ALS-U is the biggest construction project Berkeley Lab has undertaken in more than 30 years – the last being the construction of the ALS itself under the leadership of former Berkeley Lab Directors David Shirley and Charles Shank. Shirley served as Berkeley Lab Director from 1980 through 1989; Shank, from 1989 through 2004

“This is a big deal,” said ALS-U Project Director David Robin. “Having federal CD-2 approval during uncertain times is a major step.”

Progress under ‘new normal’
Last year, Berkeley Lab, like much of the world, was thrown into uncertainty when word of a deadly new coronavirus was gaining ground. When California Bay Area counties issued a stay-at-home order to slow the spread of COVID-19 on March 17, 2020, Berkeley Lab quickly transitioned to minimal staffing for essential services and curtailed operations at its scientific user facilities – including the Advanced Light Source.

Under this “new normal,” Robin said that he and Project Manager Roberta Leftwich-Vann decided that the No. 1 priority should be doing the best they could under the unusual circumstances of a pandemic to keep the project on track toward CD-2 review and approval – which, like all things in the times of COVID, wasn’t easy.
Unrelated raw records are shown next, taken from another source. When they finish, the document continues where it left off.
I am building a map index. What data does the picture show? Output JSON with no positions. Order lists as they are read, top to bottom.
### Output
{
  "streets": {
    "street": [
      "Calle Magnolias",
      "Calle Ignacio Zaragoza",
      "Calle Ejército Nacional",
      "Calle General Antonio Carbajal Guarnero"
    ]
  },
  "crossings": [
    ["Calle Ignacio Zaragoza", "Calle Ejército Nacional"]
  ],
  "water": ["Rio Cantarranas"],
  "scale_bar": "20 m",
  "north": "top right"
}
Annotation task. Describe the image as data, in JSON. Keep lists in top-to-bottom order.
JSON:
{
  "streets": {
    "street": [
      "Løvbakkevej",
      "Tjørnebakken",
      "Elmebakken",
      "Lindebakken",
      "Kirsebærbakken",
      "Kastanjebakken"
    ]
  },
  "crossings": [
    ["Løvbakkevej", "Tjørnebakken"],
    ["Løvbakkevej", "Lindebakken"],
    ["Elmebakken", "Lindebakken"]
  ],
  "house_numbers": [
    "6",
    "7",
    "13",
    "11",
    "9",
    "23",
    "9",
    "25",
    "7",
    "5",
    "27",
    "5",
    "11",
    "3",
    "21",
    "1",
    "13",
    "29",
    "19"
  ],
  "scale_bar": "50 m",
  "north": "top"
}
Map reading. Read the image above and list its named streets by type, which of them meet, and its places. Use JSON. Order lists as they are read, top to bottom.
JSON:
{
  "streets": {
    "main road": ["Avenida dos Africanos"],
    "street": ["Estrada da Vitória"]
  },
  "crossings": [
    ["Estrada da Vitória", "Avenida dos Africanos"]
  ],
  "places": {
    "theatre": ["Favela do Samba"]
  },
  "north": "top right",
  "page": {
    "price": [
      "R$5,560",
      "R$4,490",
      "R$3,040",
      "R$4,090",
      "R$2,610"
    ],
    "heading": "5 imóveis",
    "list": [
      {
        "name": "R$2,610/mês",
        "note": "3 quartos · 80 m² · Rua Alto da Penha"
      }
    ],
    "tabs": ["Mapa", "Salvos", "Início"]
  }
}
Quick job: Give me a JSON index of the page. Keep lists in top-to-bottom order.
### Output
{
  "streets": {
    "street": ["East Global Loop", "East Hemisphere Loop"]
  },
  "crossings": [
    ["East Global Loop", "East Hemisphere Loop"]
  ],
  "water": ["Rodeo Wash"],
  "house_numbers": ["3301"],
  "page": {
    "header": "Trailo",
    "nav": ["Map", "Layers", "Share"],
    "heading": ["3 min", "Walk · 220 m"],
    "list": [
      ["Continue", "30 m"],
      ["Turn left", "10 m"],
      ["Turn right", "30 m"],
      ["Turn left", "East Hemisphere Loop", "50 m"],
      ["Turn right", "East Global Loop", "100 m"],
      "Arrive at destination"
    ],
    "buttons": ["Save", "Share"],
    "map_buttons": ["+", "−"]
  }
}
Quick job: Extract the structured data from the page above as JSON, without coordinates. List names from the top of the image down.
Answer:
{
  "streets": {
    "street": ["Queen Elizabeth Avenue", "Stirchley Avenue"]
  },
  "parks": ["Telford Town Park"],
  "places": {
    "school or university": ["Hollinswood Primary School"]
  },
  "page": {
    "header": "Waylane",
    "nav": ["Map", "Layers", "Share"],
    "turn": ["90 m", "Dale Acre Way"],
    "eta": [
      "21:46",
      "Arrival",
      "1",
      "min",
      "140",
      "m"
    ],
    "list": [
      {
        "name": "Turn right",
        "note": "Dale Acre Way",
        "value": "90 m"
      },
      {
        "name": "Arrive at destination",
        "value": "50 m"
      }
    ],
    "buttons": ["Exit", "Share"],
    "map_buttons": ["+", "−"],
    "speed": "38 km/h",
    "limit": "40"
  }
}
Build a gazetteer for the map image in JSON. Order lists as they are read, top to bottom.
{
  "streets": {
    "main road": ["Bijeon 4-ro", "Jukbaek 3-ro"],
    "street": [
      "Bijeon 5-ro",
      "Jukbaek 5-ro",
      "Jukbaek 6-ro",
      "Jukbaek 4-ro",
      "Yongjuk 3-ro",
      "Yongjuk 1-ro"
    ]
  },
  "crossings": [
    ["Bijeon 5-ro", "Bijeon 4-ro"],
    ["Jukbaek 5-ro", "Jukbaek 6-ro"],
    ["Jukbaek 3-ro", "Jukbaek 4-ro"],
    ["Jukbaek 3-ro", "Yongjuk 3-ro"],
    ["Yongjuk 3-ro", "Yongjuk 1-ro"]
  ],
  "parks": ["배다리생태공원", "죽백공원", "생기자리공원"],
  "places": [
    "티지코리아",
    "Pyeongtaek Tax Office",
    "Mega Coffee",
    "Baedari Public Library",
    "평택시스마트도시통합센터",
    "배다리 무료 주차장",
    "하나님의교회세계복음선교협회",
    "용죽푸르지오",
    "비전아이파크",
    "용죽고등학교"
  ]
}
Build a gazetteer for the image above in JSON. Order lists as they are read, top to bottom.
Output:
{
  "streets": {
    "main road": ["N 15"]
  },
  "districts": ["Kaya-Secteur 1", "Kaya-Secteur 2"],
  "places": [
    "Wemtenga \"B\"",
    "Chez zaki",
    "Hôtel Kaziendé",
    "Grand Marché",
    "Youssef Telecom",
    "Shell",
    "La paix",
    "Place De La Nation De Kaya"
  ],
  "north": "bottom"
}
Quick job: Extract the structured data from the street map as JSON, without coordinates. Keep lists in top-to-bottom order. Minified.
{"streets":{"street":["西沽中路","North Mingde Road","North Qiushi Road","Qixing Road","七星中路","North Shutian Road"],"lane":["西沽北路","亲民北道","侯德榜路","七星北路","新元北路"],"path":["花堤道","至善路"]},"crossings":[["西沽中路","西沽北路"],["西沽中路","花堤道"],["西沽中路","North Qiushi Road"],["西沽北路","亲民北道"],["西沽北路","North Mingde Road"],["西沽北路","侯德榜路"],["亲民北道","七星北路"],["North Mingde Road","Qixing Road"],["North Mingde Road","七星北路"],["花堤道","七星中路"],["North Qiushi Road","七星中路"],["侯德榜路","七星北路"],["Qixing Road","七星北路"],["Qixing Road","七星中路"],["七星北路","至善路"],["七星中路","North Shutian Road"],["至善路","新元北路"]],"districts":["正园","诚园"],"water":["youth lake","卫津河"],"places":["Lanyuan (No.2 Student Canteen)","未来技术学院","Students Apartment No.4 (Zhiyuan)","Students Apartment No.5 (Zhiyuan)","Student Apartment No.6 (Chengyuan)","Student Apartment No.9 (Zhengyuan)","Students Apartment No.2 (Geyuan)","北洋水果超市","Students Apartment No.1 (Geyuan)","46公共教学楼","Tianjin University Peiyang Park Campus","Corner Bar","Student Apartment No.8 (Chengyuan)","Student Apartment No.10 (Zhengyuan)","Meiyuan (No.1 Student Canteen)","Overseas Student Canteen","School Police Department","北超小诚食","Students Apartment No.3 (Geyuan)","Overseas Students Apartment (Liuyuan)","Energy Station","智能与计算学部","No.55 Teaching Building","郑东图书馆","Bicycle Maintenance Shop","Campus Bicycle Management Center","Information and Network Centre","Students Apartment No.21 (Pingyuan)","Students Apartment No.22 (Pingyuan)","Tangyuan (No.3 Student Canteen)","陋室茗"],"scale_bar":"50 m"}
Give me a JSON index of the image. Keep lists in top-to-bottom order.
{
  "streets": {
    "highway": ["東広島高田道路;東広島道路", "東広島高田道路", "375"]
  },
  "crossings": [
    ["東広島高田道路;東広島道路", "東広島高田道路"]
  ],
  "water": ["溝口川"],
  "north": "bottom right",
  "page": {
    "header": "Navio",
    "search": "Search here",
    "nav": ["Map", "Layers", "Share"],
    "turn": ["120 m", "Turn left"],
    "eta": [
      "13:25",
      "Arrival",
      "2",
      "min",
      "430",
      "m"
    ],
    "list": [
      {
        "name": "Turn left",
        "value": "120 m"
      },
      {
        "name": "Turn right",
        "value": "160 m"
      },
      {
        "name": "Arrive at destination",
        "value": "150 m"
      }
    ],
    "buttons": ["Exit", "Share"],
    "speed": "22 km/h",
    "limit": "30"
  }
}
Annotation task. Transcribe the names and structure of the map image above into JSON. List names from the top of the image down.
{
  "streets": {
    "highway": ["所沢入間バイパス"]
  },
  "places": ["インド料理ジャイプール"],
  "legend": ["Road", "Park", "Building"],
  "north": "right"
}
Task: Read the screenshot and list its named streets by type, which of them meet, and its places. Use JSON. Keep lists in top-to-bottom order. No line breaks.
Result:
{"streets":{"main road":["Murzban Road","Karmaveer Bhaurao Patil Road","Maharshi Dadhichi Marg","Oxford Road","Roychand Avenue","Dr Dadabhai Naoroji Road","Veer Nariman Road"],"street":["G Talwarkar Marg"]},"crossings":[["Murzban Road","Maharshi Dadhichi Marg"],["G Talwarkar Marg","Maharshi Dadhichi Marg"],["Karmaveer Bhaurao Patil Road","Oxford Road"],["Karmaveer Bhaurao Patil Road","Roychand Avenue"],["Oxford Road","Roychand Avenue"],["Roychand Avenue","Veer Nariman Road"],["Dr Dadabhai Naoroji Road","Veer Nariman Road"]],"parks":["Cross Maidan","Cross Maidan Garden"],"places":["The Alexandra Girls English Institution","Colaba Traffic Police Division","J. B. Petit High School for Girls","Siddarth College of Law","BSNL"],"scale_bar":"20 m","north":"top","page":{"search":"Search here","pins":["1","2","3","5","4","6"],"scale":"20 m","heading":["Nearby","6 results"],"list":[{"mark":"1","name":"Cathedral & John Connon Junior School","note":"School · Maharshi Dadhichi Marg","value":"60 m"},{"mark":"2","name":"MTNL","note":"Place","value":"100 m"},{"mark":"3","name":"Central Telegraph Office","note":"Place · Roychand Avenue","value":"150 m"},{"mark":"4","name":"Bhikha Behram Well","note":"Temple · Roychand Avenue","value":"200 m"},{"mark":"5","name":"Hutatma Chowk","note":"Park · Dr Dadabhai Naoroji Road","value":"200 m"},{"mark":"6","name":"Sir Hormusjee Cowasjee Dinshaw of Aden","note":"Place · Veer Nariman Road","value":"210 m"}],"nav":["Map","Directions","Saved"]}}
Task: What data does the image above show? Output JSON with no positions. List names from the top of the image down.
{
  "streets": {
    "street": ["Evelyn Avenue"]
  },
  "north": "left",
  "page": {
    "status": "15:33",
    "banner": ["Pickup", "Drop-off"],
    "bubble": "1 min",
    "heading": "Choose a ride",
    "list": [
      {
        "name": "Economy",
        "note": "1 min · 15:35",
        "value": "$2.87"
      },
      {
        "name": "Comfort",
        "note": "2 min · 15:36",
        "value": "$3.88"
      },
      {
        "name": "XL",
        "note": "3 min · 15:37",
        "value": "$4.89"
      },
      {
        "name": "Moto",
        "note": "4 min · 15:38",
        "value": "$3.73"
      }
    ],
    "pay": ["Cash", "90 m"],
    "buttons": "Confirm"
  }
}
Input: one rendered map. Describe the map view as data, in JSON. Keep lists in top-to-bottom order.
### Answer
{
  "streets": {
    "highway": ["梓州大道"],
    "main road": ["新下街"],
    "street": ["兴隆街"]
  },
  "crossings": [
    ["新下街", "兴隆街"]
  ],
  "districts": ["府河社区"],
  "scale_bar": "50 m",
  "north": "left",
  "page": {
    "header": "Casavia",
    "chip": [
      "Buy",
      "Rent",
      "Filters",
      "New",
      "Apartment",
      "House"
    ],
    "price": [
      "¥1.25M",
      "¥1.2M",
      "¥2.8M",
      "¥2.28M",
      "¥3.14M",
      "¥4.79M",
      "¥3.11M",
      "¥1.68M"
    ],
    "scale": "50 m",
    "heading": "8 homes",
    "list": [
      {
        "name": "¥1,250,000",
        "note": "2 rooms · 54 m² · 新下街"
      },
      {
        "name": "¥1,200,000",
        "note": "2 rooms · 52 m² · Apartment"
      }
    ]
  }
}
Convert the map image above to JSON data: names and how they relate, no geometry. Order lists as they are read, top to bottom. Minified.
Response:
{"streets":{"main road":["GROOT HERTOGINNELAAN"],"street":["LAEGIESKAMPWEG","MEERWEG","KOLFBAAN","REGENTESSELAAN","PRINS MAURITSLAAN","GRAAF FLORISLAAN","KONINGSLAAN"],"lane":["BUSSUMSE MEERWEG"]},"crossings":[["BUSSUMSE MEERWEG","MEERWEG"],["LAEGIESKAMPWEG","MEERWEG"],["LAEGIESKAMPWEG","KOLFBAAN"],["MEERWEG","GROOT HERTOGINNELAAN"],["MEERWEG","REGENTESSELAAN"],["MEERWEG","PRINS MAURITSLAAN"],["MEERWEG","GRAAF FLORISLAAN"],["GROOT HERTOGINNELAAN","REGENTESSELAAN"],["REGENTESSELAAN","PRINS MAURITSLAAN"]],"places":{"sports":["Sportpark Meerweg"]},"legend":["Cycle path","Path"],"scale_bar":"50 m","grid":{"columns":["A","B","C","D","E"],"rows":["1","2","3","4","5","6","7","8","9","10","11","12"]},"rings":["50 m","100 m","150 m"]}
Robin credits the project’s 100-person team of engineers, scientists, technicians, and support staff for the outstanding job they did in accomplishing all of this under very challenging circumstances.

When California’s stay-at-home orders extended into the summer, the ALS-U project team encountered yet another wrench thrown into their plans: The synchrotron’s summer shutdown – a scheduled “dark” period in preparation for the ALS upgrade project – was shortened, pushing some work into the future, creating a domino effect on the project’s schedule.

“As we approached CD-2, one of the tricky things we needed to get right was developing an informed estimate of potential cost-and-schedule risks represented by the COVID-19 pandemic,” Leftwich-Vann said. “This was new territory, of course, but the team came up with a good solution that helped us solidify our CD-2 cost and schedule: an estimate of future COVID risks based on our experience to date and incorporating likely outcomes based on the best available information.”

Robin said that the ALS-U design is slated for completion in 2022. After that, Berkeley Lab will apply for the next stage of the project: federal “CD-3” approval to start construction on the storage ring replacement, beamline upgrades, realignment, and construction, and begin the seismic and shielding upgrade of the concrete tunnel that houses the storage ring and the accumulator.

The iconic dome of the building that houses the ALS – which was designed in the 1930s by Arthur Brown Jr., the architect for the San Francisco landmark Coit Tower – will be preserved in the upgrade project. The dome originally housed an accelerator known as the 184-inch cyclotron.

“The upgrade will enable the Department of Energy to provide a research tool at Berkeley Lab that is really unique: highly coherent, bright beams of soft X-ray light to probe functional materials for new applications in energy, the environment, and health that isn’t yet possible,” said Robin. “It’s very exciting to think about how this upgrade could help researchers develop new materials and technologies that improve our way of life.”

The Advanced Light Source is a DOE Office of Science User Facility.”